Write down exactly the lines of the records below, beginning with the first and ending with the line that includes "translate:0 -50%; text-align:left".

---------------

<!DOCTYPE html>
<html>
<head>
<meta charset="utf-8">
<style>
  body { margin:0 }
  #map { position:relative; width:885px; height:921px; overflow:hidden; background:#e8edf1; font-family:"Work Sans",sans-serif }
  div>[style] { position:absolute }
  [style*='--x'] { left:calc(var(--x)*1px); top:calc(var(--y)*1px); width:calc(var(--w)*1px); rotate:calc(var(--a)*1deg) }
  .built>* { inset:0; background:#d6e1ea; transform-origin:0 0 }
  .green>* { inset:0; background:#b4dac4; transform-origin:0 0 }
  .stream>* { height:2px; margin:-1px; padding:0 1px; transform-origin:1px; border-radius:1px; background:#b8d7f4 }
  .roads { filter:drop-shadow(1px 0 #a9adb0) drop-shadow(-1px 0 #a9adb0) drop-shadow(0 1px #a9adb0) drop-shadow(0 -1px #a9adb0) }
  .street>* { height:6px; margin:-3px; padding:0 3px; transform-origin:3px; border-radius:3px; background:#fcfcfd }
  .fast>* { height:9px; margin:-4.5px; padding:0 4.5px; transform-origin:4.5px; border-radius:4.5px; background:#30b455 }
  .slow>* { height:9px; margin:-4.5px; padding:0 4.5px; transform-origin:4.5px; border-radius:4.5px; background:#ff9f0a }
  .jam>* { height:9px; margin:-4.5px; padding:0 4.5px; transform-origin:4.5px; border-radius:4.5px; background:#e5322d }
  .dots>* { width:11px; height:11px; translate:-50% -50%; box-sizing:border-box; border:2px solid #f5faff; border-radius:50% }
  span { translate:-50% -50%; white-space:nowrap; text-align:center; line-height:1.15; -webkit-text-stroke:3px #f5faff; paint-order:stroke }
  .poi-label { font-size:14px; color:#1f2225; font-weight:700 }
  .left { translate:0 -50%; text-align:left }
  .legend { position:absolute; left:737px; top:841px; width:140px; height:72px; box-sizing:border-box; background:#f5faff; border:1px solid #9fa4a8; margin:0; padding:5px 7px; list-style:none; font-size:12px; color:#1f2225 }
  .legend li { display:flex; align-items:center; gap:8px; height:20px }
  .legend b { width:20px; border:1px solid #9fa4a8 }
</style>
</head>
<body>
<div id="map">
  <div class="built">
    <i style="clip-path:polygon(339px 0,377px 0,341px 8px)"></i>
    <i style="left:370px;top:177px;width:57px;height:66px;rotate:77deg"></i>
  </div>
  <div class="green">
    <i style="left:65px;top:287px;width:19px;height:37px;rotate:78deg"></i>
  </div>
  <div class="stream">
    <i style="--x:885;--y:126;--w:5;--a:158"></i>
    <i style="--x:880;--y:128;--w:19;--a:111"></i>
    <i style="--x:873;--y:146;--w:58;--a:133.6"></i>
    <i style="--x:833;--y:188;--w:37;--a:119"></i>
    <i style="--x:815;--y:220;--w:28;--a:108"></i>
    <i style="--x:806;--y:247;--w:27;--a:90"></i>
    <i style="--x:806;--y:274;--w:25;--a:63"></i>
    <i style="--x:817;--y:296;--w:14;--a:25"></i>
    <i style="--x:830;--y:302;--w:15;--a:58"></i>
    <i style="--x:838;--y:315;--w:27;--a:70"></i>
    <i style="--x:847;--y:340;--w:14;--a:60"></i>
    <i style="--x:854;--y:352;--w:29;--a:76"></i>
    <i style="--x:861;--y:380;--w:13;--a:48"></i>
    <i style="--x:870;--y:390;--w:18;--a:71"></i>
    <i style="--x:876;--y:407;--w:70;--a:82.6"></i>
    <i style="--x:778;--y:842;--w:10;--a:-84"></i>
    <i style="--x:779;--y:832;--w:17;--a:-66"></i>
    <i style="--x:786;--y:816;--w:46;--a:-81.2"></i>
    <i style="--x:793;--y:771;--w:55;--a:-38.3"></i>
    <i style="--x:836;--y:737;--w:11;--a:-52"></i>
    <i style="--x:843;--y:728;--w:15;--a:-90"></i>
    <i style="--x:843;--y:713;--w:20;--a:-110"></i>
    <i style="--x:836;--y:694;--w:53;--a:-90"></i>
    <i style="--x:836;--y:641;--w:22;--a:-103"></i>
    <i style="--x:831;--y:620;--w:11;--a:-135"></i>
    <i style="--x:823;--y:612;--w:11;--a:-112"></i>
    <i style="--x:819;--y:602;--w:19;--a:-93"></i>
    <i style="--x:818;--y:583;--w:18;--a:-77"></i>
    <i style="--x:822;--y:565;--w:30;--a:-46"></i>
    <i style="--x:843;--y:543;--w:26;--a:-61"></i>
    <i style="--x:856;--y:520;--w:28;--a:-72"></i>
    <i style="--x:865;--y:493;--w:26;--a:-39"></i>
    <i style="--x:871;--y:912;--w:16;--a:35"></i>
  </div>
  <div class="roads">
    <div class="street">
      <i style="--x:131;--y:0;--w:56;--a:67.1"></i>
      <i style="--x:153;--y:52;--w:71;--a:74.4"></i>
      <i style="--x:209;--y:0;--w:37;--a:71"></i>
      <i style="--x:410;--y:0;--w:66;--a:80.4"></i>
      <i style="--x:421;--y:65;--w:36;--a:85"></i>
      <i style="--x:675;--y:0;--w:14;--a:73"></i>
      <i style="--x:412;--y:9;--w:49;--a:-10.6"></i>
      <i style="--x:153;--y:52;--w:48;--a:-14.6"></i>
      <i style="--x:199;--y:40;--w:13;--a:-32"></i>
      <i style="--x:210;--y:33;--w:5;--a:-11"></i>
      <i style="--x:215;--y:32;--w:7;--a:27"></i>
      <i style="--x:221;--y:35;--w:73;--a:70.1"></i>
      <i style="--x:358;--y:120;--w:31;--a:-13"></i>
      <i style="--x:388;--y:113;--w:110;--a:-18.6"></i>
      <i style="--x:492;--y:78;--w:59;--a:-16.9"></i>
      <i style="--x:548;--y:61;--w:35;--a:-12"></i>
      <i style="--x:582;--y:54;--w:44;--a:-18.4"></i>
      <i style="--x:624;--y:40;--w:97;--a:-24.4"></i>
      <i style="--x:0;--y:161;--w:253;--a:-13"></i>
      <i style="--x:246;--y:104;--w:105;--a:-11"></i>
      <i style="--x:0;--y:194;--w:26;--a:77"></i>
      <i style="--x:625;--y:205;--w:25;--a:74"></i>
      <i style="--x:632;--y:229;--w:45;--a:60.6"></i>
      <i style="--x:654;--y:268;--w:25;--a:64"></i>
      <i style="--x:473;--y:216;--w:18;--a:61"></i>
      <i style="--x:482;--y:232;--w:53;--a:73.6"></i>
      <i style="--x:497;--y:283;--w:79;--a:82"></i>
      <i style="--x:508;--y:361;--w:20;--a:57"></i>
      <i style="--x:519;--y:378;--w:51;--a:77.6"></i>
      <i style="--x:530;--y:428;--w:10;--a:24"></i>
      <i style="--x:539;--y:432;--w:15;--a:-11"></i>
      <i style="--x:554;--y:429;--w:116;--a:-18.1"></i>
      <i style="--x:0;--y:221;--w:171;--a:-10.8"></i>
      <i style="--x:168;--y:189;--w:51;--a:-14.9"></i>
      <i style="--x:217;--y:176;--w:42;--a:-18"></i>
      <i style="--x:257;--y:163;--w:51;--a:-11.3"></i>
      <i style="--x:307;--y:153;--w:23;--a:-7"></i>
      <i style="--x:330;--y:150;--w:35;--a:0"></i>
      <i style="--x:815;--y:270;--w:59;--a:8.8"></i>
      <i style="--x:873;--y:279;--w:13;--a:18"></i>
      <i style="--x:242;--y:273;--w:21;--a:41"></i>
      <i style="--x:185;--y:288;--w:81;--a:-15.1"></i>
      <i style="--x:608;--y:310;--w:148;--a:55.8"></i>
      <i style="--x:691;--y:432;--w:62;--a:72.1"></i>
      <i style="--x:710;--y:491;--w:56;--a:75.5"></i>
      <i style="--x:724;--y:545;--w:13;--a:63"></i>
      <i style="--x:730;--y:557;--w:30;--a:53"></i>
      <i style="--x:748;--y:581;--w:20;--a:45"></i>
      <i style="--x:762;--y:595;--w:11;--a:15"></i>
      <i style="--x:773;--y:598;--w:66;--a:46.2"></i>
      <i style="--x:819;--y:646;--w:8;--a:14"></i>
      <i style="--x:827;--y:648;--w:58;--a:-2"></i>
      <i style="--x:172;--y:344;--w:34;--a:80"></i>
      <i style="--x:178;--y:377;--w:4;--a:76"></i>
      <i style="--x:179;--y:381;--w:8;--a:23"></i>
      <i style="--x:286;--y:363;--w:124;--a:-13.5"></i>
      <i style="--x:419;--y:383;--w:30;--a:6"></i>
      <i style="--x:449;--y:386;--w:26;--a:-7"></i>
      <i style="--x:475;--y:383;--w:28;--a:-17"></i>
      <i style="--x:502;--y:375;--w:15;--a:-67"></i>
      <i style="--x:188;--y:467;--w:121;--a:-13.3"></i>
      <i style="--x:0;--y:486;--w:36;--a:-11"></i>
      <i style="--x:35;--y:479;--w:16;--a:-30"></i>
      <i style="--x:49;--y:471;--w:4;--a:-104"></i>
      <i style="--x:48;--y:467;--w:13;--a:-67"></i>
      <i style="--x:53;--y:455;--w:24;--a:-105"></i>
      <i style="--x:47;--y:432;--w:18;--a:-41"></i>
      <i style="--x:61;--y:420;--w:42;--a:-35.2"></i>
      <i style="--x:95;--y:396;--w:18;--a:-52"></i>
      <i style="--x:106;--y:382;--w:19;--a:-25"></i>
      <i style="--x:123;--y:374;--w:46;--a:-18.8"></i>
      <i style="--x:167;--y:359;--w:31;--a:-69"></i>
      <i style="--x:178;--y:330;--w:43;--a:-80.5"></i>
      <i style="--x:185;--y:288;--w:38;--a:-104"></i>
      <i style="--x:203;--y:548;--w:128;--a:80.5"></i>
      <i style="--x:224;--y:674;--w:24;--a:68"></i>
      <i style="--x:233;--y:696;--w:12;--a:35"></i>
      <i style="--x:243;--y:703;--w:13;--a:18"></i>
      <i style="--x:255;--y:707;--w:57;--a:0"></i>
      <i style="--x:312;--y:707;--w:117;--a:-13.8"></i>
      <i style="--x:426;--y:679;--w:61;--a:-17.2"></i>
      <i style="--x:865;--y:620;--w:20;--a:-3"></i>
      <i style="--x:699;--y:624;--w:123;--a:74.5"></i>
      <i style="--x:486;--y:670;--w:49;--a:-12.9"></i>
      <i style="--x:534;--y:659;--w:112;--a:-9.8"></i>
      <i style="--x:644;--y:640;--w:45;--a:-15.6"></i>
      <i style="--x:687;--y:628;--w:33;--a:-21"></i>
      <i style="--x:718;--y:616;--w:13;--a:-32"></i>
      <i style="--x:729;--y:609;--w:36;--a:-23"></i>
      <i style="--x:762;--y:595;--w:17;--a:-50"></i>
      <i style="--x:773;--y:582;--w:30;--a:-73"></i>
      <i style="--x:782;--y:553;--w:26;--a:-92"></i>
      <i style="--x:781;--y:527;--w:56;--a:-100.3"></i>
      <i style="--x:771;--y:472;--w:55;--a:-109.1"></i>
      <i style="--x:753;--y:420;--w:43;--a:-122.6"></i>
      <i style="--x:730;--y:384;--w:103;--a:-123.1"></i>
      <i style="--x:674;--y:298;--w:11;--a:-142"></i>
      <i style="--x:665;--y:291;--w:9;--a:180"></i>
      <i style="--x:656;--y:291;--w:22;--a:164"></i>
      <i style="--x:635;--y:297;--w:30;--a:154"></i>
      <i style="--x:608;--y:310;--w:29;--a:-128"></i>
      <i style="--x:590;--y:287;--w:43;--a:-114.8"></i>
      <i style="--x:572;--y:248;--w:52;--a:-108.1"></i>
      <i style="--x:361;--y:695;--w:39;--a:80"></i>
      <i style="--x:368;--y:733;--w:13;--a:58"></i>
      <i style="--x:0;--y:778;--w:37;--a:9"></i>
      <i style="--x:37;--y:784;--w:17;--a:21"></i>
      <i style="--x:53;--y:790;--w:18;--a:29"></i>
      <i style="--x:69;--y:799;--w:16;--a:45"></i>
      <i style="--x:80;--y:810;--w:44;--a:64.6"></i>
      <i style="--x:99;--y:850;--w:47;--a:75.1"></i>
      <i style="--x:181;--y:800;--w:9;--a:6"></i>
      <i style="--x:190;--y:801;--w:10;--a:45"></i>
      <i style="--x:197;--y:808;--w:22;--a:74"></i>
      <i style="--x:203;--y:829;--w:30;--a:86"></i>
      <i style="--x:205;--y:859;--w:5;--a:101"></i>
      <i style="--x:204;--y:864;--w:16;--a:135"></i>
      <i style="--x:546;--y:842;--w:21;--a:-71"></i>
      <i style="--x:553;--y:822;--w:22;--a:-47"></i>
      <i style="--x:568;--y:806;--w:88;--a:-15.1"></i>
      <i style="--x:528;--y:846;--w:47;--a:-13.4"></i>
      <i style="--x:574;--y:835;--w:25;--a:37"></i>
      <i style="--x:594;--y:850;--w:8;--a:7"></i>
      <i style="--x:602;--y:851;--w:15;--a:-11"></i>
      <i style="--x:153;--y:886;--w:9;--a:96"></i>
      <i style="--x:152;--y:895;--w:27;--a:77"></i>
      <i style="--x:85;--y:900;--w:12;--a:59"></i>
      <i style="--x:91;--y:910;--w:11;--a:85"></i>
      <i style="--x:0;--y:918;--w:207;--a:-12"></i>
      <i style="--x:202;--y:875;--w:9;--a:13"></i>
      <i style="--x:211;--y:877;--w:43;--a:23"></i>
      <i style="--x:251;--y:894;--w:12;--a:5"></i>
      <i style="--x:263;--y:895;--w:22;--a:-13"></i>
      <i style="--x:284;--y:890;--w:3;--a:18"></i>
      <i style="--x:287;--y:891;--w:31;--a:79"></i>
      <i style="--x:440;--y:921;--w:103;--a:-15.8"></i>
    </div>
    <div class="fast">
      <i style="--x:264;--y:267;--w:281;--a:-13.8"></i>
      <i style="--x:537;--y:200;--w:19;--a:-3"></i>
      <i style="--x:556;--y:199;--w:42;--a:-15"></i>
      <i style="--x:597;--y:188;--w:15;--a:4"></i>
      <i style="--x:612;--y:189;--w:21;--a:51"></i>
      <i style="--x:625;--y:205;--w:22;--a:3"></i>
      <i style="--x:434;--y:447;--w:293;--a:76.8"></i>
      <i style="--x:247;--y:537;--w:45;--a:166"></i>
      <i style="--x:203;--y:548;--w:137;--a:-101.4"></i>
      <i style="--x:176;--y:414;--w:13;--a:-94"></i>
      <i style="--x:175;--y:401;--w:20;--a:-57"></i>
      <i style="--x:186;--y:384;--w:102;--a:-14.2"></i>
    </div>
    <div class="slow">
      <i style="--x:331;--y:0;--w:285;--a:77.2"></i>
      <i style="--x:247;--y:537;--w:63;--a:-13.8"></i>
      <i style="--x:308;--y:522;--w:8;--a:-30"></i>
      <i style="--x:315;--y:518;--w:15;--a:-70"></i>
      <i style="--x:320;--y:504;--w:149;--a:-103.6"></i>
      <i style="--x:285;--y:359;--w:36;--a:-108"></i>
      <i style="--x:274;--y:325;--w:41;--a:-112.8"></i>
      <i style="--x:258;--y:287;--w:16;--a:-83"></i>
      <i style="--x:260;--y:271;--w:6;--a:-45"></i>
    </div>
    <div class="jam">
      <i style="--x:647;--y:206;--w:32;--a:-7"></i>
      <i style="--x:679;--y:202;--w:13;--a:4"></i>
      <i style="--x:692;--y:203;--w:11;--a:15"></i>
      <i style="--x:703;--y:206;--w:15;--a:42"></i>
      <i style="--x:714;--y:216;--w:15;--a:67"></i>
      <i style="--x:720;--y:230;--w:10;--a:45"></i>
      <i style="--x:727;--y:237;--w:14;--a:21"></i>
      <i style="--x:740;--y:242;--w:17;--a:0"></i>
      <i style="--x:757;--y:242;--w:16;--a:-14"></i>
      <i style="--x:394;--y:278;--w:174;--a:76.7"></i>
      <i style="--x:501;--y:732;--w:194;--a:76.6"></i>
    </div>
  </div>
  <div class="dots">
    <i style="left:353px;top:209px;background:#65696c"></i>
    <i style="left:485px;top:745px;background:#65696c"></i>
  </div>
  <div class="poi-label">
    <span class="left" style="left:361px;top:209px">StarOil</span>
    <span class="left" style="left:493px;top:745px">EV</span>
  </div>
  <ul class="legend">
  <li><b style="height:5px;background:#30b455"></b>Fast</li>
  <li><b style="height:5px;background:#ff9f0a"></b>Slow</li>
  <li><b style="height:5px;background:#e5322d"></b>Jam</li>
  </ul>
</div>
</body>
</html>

---------------

## Solution
<!DOCTYPE html>
<html>
<head>
<meta charset="utf-8">
<style>
  body { margin:0 }
  #map { position:relative; width:885px; height:921px; overflow:hidden; background:#e8edf1; font-family:"Work Sans",sans-serif }
  div>[style] { position:absolute }
  [style*='--x'] { left:calc(var(--x)*1px); top:calc(var(--y)*1px); width:calc(var(--w)*1px); rotate:calc(var(--a)*1deg) }
  .built>* { inset:0; background:#d6e1ea; transform-origin:0 0 }
  .green>* { inset:0; background:#b4dac4; transform-origin:0 0 }
  .stream>* { height:2px; margin:-1px; padding:0 1px; transform-origin:1px; border-radius:1px; background:#b8d7f4 }
  .roads { filter:drop-shadow(1px 0 #a9adb0) drop-shadow(-1px 0 #a9adb0) drop-shadow(0 1px #a9adb0) drop-shadow(0 -1px #a9adb0) }
  .street>* { height:6px; margin:-3px; padding:0 3px; transform-origin:3px; border-radius:3px; background:#fcfcfd }
  .fast>* { height:9px; margin:-4.5px; padding:0 4.5px; transform-origin:4.5px; border-radius:4.5px; background:#30b455 }
  .slow>* { height:9px; margin:-4.5px; padding:0 4.5px; transform-origin:4.5px; border-radius:4.5px; background:#ff9f0a }
  .jam>* { height:9px; margin:-4.5px; padding:0 4.5px; transform-origin:4.5px; border-radius:4.5px; background:#e5322d }
  .dots>* { width:11px; height:11px; translate:-50% -50%; box-sizing:border-box; border:2px solid #f5faff; border-radius:50% }
  span { translate:-50% -50%; white-space:nowrap; text-align:center; line-height:1.15; -webkit-text-stroke:3px #f5faff; paint-order:stroke }
  .poi-label { font-size:14px; color:#1f2225; font-weight:700 }
  .left { translate:0 -50%; text-align:left }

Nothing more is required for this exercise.